**** EXTRACTED DATA

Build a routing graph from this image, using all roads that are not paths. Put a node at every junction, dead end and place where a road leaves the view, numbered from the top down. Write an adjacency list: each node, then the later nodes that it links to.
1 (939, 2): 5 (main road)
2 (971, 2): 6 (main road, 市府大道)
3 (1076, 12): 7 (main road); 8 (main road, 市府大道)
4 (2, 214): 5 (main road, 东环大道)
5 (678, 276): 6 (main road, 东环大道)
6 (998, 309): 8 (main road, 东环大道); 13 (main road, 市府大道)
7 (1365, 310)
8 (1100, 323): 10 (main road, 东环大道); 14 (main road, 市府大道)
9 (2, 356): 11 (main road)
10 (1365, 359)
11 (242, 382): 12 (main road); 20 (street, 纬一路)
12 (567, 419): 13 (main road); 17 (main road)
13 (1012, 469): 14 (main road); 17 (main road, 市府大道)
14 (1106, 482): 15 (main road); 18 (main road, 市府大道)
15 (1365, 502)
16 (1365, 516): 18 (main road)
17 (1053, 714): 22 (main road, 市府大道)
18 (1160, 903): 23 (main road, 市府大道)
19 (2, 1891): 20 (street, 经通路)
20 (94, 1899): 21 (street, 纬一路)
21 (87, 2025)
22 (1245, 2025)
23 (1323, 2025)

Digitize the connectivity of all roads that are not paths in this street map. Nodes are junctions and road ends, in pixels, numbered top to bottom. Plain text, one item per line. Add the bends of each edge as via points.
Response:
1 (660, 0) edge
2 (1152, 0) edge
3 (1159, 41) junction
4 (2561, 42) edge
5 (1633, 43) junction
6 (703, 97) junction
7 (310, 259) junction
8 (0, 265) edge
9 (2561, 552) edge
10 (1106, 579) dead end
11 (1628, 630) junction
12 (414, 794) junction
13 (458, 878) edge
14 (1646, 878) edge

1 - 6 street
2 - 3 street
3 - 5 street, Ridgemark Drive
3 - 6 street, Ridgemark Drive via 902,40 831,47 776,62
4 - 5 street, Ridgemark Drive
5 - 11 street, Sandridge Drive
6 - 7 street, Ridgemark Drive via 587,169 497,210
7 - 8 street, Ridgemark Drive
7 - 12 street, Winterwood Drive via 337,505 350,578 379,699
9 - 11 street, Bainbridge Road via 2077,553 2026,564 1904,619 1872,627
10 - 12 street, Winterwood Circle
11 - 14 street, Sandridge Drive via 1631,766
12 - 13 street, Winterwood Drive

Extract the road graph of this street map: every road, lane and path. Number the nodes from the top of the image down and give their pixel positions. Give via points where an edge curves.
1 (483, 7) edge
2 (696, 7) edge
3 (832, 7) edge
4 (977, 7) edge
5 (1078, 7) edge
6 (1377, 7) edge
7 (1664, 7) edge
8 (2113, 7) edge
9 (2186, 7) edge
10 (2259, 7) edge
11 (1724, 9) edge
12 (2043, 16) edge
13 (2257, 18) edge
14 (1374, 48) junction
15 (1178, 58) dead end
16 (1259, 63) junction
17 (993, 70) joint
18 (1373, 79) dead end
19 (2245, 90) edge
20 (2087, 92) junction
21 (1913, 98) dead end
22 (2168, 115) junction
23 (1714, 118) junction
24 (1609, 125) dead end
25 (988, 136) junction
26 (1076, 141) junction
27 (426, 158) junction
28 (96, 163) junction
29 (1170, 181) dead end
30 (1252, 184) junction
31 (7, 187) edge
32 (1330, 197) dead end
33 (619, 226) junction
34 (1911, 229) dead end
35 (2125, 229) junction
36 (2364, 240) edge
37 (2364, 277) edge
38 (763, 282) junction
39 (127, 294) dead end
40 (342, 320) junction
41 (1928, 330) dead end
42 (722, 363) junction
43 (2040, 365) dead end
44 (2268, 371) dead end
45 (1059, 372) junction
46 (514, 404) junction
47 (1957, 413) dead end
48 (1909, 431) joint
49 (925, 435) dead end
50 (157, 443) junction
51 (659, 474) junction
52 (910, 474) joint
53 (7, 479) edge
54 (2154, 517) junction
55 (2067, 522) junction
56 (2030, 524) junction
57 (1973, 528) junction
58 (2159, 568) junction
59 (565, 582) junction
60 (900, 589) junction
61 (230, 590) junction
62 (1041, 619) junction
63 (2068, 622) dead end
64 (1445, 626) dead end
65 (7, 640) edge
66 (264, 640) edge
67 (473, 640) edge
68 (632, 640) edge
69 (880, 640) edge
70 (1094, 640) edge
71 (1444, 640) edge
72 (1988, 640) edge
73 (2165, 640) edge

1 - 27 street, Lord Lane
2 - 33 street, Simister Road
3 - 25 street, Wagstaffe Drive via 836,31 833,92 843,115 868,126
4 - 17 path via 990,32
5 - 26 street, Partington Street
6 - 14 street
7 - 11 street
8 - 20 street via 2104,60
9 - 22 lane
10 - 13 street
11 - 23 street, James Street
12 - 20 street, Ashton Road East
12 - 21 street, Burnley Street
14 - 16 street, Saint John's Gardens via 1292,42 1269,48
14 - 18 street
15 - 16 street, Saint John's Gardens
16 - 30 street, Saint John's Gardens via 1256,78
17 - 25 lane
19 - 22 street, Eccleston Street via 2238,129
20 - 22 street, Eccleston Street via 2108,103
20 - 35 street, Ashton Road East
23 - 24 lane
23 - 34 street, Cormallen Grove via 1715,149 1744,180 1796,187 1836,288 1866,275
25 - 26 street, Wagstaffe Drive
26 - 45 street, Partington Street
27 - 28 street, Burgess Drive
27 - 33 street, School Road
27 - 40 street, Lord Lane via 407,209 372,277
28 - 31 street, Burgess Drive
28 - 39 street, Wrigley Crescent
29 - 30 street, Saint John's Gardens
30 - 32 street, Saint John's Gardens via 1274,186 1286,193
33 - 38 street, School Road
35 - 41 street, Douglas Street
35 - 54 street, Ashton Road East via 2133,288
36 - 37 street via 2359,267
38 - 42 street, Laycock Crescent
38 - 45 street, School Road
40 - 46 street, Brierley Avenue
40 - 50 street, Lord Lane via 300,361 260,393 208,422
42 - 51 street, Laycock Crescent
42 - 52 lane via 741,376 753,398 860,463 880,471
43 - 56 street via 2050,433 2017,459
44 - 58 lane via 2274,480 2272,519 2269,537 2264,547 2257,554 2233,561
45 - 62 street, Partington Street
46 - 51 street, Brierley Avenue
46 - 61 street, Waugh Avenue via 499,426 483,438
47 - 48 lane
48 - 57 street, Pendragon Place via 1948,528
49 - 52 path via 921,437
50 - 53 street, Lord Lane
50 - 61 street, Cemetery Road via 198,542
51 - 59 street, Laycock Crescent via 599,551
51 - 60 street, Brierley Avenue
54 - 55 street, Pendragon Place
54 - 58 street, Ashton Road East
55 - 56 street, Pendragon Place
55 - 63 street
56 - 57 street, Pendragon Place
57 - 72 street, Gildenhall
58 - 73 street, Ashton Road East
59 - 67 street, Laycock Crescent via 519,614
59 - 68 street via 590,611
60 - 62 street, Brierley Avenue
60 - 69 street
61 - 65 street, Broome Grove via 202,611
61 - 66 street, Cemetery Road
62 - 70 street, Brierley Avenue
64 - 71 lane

********

▸ **TASK OBJECTIVE**
State how many lines of the data above contain the string "Sandridge", leaving out everything but the number.

▸ **EXPECTED ANSWER**
2